Each entry below should be returned exactly as is, with the pictures removed.

[[ Listed entries open ]]

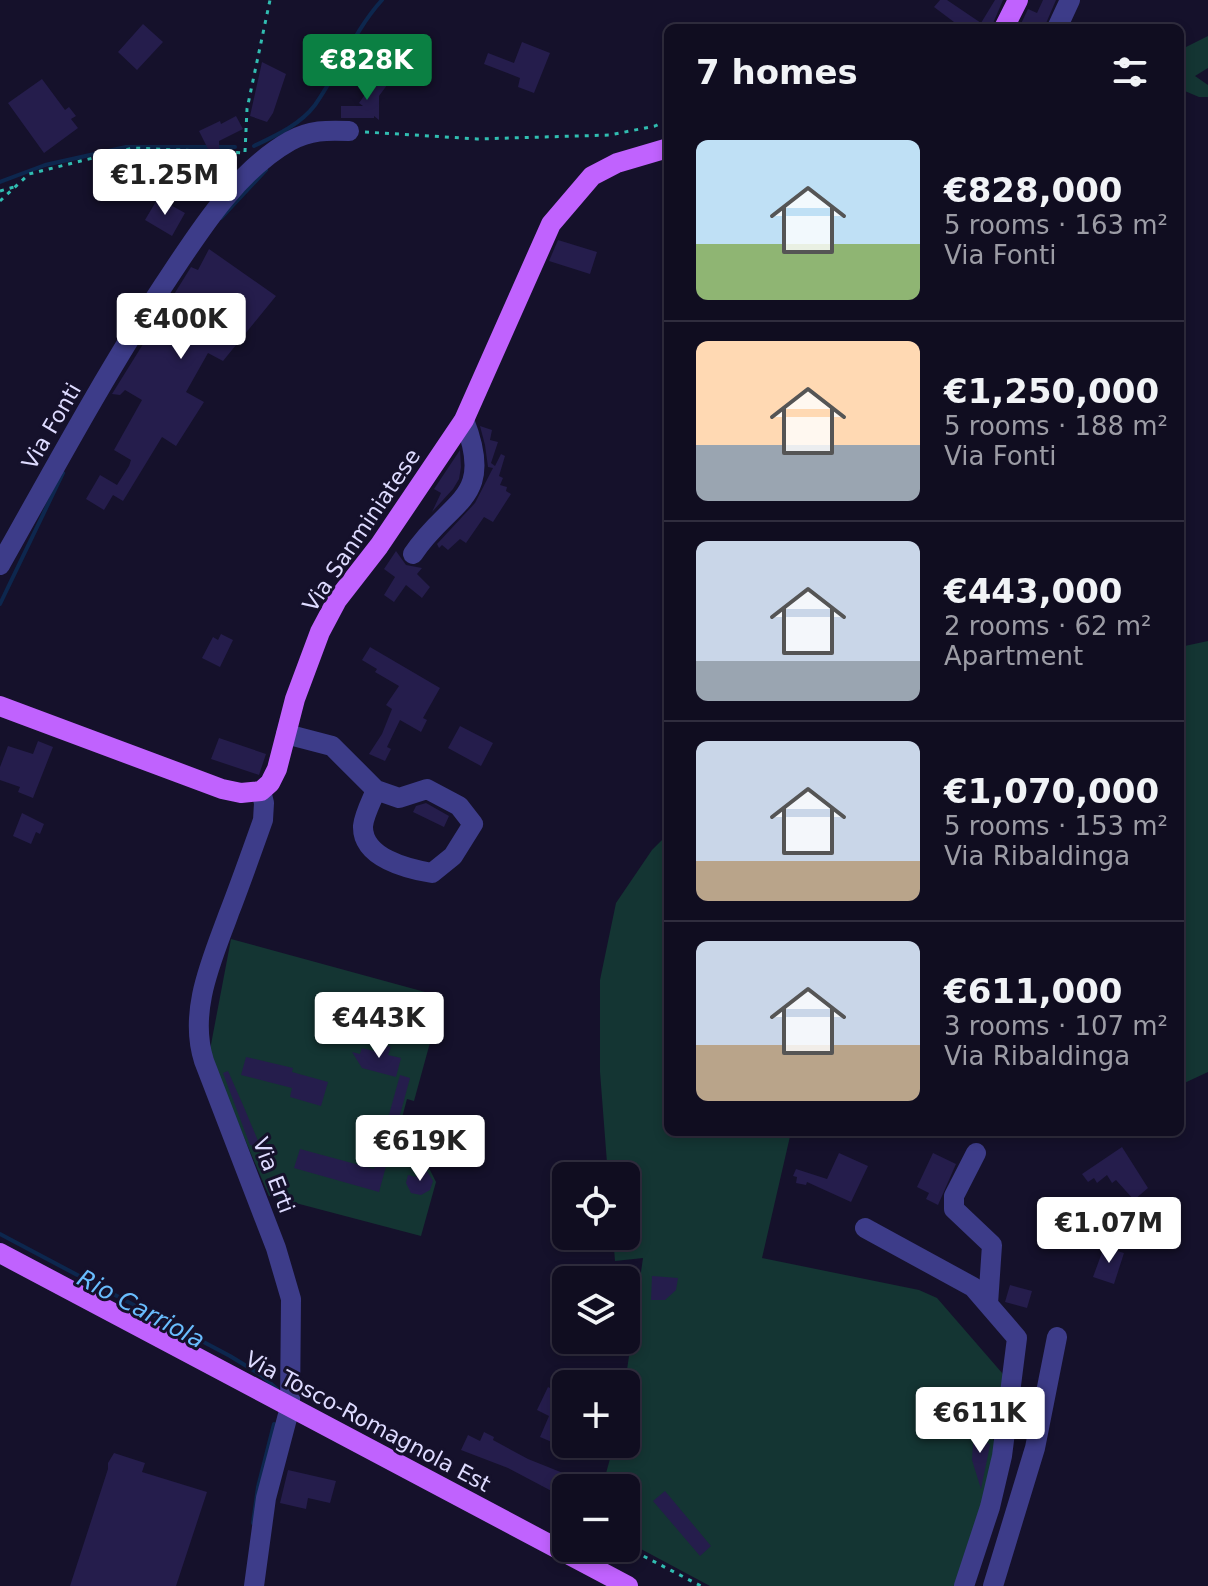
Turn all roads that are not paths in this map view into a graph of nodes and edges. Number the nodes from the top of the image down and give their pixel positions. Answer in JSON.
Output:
{"nodes":[{"id":1,"x":1018,"y":0,"type":"edge"},
{"id":2,"x":1070,"y":0,"type":"edge"},
{"id":3,"x":1006,"y":24,"type":"edge"},
{"id":4,"x":1059,"y":24,"type":"edge"},
{"id":5,"x":349,"y":131,"type":"road end"},
{"id":6,"x":664,"y":149,"type":"edge"},
{"id":7,"x":464,"y":420,"type":"junction"},
{"id":8,"x":413,"y":554,"type":"dead end"},
{"id":9,"x":0,"y":565,"type":"edge"},
{"id":10,"x":0,"y":706,"type":"edge"},
{"id":11,"x":286,"y":734,"type":"junction"},
{"id":12,"x":376,"y":790,"type":"junction"},
{"id":13,"x":261,"y":791,"type":"junction"},
{"id":14,"x":976,"y":1153,"type":"dead end"},
{"id":15,"x":865,"y":1228,"type":"dead end"},
{"id":16,"x":0,"y":1253,"type":"edge"},
{"id":17,"x":988,"y":1304,"type":"junction"},
{"id":18,"x":1057,"y":1337,"type":"dead end"},
{"id":19,"x":290,"y":1407,"type":"junction"},
{"id":20,"x":599,"y":1570,"type":"junction"},
{"id":21,"x":254,"y":1586,"type":"edge"},
{"id":22,"x":616,"y":1586,"type":"edge"},
{"id":23,"x":628,"y":1586,"type":"edge"},
{"id":24,"x":964,"y":1586,"type":"edge"},
{"id":25,"x":993,"y":1586,"type":"edge"}],
"edges":[{"from":1,"to":3,"type":"main road"},
{"from":2,"to":4,"type":"street"},
{"from":5,"to":9,"type":"street","name":"Via Fonti"},
{"from":6,"to":7,"type":"main road","name":"Via Sanminiatese"},
{"from":7,"to":8,"type":"street"},
{"from":7,"to":11,"type":"main road","name":"Via Sanminiatese"},
{"from":10,"to":13,"type":"main road"},
{"from":11,"to":12,"type":"street"},
{"from":11,"to":13,"type":"main road","name":"Via Sanminiatese"},
{"from":12,"to":12,"type":"street"},
{"from":13,"to":19,"type":"street","name":"Via Erti"},
{"from":14,"to":17,"type":"street"},
{"from":15,"to":17,"type":"street"},
{"from":16,"to":19,"type":"main road","name":"Via Tosco-Romagnola Est"},
{"from":17,"to":24,"type":"street"},
{"from":18,"to":25,"type":"street"},
{"from":19,"to":20,"type":"main road","name":"Via Tosco-Romagnola Est"},
{"from":19,"to":21,"type":"street","name":"Via Erti"},
{"from":20,"to":22,"type":"main road"},
{"from":20,"to":23,"type":"main road","name":"Via Tosco-Romagnola Est"}]}
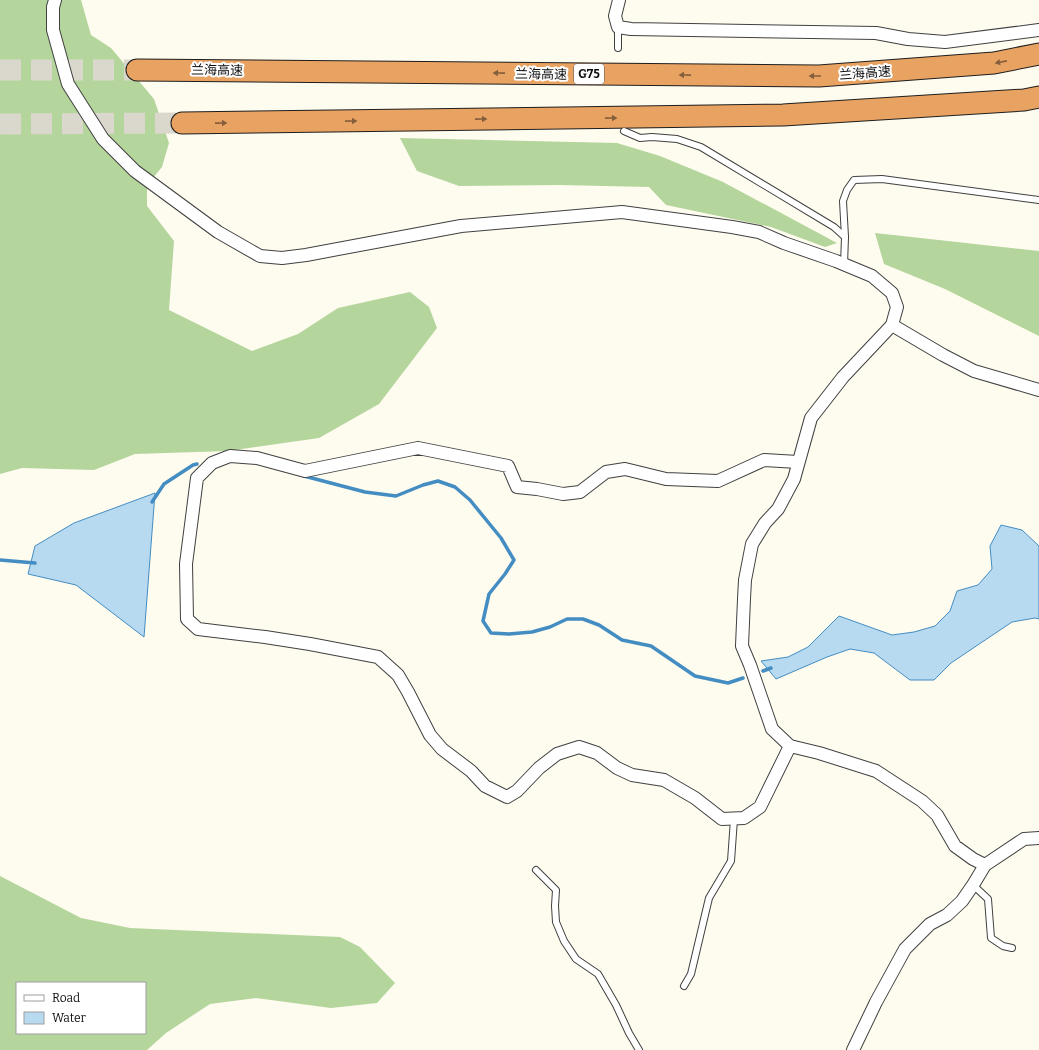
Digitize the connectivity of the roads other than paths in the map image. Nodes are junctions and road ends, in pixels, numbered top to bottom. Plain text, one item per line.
1 (619, 0) edge
2 (53, 2) edge
3 (618, 27) junction
4 (1039, 30) edge
5 (618, 48) dead end
6 (1039, 54) edge
7 (137, 70) tunnel mouth
8 (1039, 97) edge
9 (182, 123) tunnel mouth
10 (624, 131) dead end
11 (1039, 200) edge
12 (845, 237) junction
13 (844, 265) junction
14 (892, 325) junction
15 (1039, 390) edge
16 (798, 462) junction
17 (790, 746) junction
18 (734, 818) junction
19 (1039, 838) edge
20 (985, 865) junction
21 (536, 870) dead end
22 (973, 885) junction
23 (1012, 948) dead end
24 (684, 986) dead end
25 (639, 1050) edge
26 (853, 1050) edge

1 - 3 street
2 - 13 street
3 - 4 street
3 - 5 lane
6 -> 7 highway, 兰海高速 / G75
9 -> 8 highway
10 - 12 lane
11 - 12 lane
12 - 13 lane
13 - 14 street
14 - 15 street
14 - 16 street
16 - 17 street
16 - 18 street
17 - 18 street
17 - 20 street
18 - 24 lane
19 - 20 street
20 - 22 street
21 - 25 lane
22 - 23 lane
22 - 26 street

[[ Listed entries closed ]]

◆ **Result for this task**:
Turn all roads that are not paths in this map view into a graph of nodes and edges. Number the nodes from the top of the image down and give their pixel positions. Answer in JSON.
Output:
{"nodes":[{"id":1,"x":1018,"y":0,"type":"edge"},
{"id":2,"x":1070,"y":0,"type":"edge"},
{"id":3,"x":1006,"y":24,"type":"edge"},
{"id":4,"x":1059,"y":24,"type":"edge"},
{"id":5,"x":349,"y":131,"type":"road end"},
{"id":6,"x":664,"y":149,"type":"edge"},
{"id":7,"x":464,"y":420,"type":"junction"},
{"id":8,"x":413,"y":554,"type":"dead end"},
{"id":9,"x":0,"y":565,"type":"edge"},
{"id":10,"x":0,"y":706,"type":"edge"},
{"id":11,"x":286,"y":734,"type":"junction"},
{"id":12,"x":376,"y":790,"type":"junction"},
{"id":13,"x":261,"y":791,"type":"junction"},
{"id":14,"x":976,"y":1153,"type":"dead end"},
{"id":15,"x":865,"y":1228,"type":"dead end"},
{"id":16,"x":0,"y":1253,"type":"edge"},
{"id":17,"x":988,"y":1304,"type":"junction"},
{"id":18,"x":1057,"y":1337,"type":"dead end"},
{"id":19,"x":290,"y":1407,"type":"junction"},
{"id":20,"x":599,"y":1570,"type":"junction"},
{"id":21,"x":254,"y":1586,"type":"edge"},
{"id":22,"x":616,"y":1586,"type":"edge"},
{"id":23,"x":628,"y":1586,"type":"edge"},
{"id":24,"x":964,"y":1586,"type":"edge"},
{"id":25,"x":993,"y":1586,"type":"edge"}],
"edges":[{"from":1,"to":3,"type":"main road"},
{"from":2,"to":4,"type":"street"},
{"from":5,"to":9,"type":"street","name":"Via Fonti"},
{"from":6,"to":7,"type":"main road","name":"Via Sanminiatese"},
{"from":7,"to":8,"type":"street"},
{"from":7,"to":11,"type":"main road","name":"Via Sanminiatese"},
{"from":10,"to":13,"type":"main road"},
{"from":11,"to":12,"type":"street"},
{"from":11,"to":13,"type":"main road","name":"Via Sanminiatese"},
{"from":12,"to":12,"type":"street"},
{"from":13,"to":19,"type":"street","name":"Via Erti"},
{"from":14,"to":17,"type":"street"},
{"from":15,"to":17,"type":"street"},
{"from":16,"to":19,"type":"main road","name":"Via Tosco-Romagnola Est"},
{"from":17,"to":24,"type":"street"},
{"from":18,"to":25,"type":"street"},
{"from":19,"to":20,"type":"main road","name":"Via Tosco-Romagnola Est"},
{"from":19,"to":21,"type":"street","name":"Via Erti"},
{"from":20,"to":22,"type":"main road"},
{"from":20,"to":23,"type":"main road","name":"Via Tosco-Romagnola Est"}]}
Digitize the connectivity of the roads other than paths in the map image. Nodes are junctions and road ends, in pixels, numbered top to bottom. Plain text, one item per line.
1 (619, 0) edge
2 (53, 2) edge
3 (618, 27) junction
4 (1039, 30) edge
5 (618, 48) dead end
6 (1039, 54) edge
7 (137, 70) tunnel mouth
8 (1039, 97) edge
9 (182, 123) tunnel mouth
10 (624, 131) dead end
11 (1039, 200) edge
12 (845, 237) junction
13 (844, 265) junction
14 (892, 325) junction
15 (1039, 390) edge
16 (798, 462) junction
17 (790, 746) junction
18 (734, 818) junction
19 (1039, 838) edge
20 (985, 865) junction
21 (536, 870) dead end
22 (973, 885) junction
23 (1012, 948) dead end
24 (684, 986) dead end
25 (639, 1050) edge
26 (853, 1050) edge

1 - 3 street
2 - 13 street
3 - 4 street
3 - 5 lane
6 -> 7 highway, 兰海高速 / G75
9 -> 8 highway
10 - 12 lane
11 - 12 lane
12 - 13 lane
13 - 14 street
14 - 15 street
14 - 16 street
16 - 17 street
16 - 18 street
17 - 18 street
17 - 20 street
18 - 24 lane
19 - 20 street
20 - 22 street
21 - 25 lane
22 - 23 lane
22 - 26 street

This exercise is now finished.